Intel, of course has had 32nm running for a year or more whereas TSMC only moved its 28nm into volume production in Q4.
“Intel has 32nm available,” agreed East, “but they have to take it to an SOC chip design like Medfield. That’s taking a little longer.”
At the next generation - 20nm for TSMC, 22nm for Intel - TSMC has already taped out a 20nm Cortex A-15 whereas, according to Intel’s Kari Aakre, Intel won’t be putting Atom on 22nm until 2013.
Asked if Intel’s delay seemed delinquent, East replied: “They’d love to have it sooner, but the type of device they’re going to build will be an SoC with a lot of IP. It takes time.”
At the earnings call following the Q4 results, East said: “As Intel are bringing their 32nm Medfield product to market, we're seeing ARM 28nm products starting to ship. We're seeing ARM engaged at 20nm, and we're seeing ARM engaged at 14nm.
“And of course, there's another whole dimension to this, which is delivering real solutions in a phone environment. And that's what the ARM partnership has been doing for the last 15 years or so, and that's what Intel is getting to grips with right now,” says East in the SeekingAlpha transcript of the call.
“ARM's building on that lead, taking that system expertise that we've built up over the last 15 years or so and turning it into things like Big-Little which we announced back in October, where we have the benefits of high performance with a big processor married in a seamless way to the power efficiency of a small processor,” adds east.
“That sort of system-level solution is moving the goalposts significantly, so you end up with something that has the performance of a Cortex-A8, a smartphone of 2 or 3 years ago delivered in a power envelope that uses about 20% of the power," says East, "and so we're continually moving those competitive goalposts.”
ARM had a sparkling Q4 and a fine 2011. Q4 profits of £69m and sales of £137.8m were up 21% and 45% respectively over Q4 2010.
For 2011, sales were £491m, up 21% in a year which saw no overall industry growth.

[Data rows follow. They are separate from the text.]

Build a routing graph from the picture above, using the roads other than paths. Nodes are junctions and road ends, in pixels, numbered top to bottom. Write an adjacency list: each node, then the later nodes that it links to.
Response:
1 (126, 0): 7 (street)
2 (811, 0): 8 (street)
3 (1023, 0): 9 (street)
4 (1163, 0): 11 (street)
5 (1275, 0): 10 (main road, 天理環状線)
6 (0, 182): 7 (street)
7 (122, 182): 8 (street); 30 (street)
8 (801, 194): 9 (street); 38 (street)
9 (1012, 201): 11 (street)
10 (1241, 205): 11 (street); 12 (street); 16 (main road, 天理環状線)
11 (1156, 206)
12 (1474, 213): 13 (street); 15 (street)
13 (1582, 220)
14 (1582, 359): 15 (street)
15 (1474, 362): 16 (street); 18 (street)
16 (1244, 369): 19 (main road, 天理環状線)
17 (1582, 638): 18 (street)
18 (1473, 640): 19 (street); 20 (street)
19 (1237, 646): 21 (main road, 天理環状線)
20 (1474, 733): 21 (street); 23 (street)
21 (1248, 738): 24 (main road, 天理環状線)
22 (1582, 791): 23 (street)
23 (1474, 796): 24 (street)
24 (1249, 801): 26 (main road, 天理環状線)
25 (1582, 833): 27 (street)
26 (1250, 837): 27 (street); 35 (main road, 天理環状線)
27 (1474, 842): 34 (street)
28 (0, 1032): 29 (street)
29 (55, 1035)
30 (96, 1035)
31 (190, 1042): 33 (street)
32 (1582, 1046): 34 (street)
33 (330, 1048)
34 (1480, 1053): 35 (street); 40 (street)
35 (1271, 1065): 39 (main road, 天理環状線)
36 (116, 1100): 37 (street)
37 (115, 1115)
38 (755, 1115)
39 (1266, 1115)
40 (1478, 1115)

The 2011 profit of £229.7m was 37% up on the profit of 2010.
‘2012 will bring exciting opportunities and challenges as Arm enters competitive new markets where we are well positioned to succeed with leading technology, an innovative business model and a thriving ecosystem of partners,” says ARM, no doubt looking to the new opportunities opened up in the computing market by Windows 8 being ported to ARM.
ARM signed 25 processor licenses in the year, including the first lead licenses for processors based on the new ARMv8-A architecture, and 9 Cortex-A and 8 Cortex-M family processor licenses were signed
1.2bn chips were shipped into mobile phones and mobile computers - up 10% on 2010.
A billion chips were shipped into consumer and embedded digital devices, up 40% on 2010.
A 20nm physical IP platform was signed with a major foundry.